As a child, my family would sometimes be out walking when suddenly Mom would say, “Stop! Close your eyes and then listen to see who can hear five separate sounds first.”
We would all pause, even holding our breath, straining to catch the faintest sounds of a bird, a car in the distance, or even an airplane far above in the sky. It was a fun activity, and it made us exercise one of our five senses that we weren’t relying on as much as we looked around.
The Sound of Singing
One of the first sounds greeting my ear was the strains of “Happy Birthday” wafting out of a backyard. The number of voices clearly indicated a crowd that was surprisingly on key.Suddenly, it hit me that this sound demonstrated the freedom of assembly guaranteed to us by the First Amendment to the Constitution. The voices were carefree and happy, with little fear that they would be interrupted by swarms of secret police demanding they disperse under threat of arrest—a scenario that sounds laughable in the land of the free, but one that has been a very real reality for citizens in other nations who don’t hold the same rights.
The Sound of Laughter
Down the block from the backyard party, I heard the happy screams, the mock roars, and the bubbling giggles of a child being chased by her father. This indicated another freedom: the right to raise our families and teach our children in accordance with our own values, rather than turning them over to the government to be raised by the state.

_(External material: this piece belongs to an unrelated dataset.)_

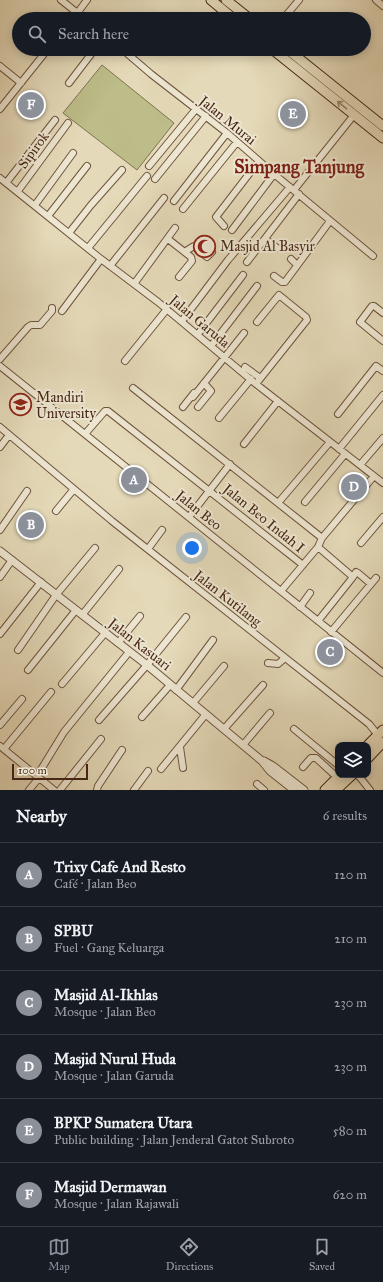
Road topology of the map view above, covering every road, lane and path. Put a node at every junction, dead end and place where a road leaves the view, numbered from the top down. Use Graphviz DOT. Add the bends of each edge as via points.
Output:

“And as to the Cares, they are chiefly what attend the bringing up of Children; and I would ask any Man who has experienced it, if they are not the most delightful Cares in the World. ... In short this Bondage and these Cares are like the Bondage of having a beautiful and fertile Garden, which a Man takes great Delight in; and the Cares are the Pleasure he finds in cultivating it, and raising as many beautiful and useful Plants from it as he can.”
The Sound of Birds
Although bird songs were one of the sounds I often heard while playing the listening game as a child, I pondered them differently this time, feeling grateful to live in a land with abundant “elbow room,” as Daniel Boone allegedly described it, where wildlife could roam around. Just a few days before, I had talked with someone who traveled from a foreign country to visit one of my neighbors. His reaction was one of shock as he compared my neighborhood to his own home, saying, “I forgot how many squirrels there are around here!”The Sound of Church Bells
While walking, the six o’clock bells rang out at the nearby church. Admittedly, I haven’t been a fan of these bells. They’re a bit on the harsh side, and I’ve often wished this local church had the gentler bells that occasionally waft on the breeze from a church several miles away, or maybe even the really fancy ones that chime out old hymn tunes.But on this night, I couldn’t help but smile at those bells, for, harsh as they may seem, they rang out freedom of religion, beckoning anyone who would choose to exercise this precious right.
The Sound of Honking Horns
Farther on, I heard horns honking and the chaos of traffic murmuring in the distance. Now, normally, I do not consider such sounds a positive thing. But this time, I realized that traffic, too, is a positive sound in America, for it indicates free enterprise, prosperity, and economic growth.However, economic growth is something that should point us back to our first, most important freedoms. “Free enterprise,” Arendt writes, “has been an unmixed blessing only in America, and it is a minor blessing compared with the truly political freedoms, such as freedom of speech and thought, of assembly and association, even under the best conditions.”
My little listening game came to an end. A simple thing, really—perhaps even silly. But sometimes it’s the simple things that make you appreciate the most profound, and in this case, I learned that the sounds of America sing out freedom.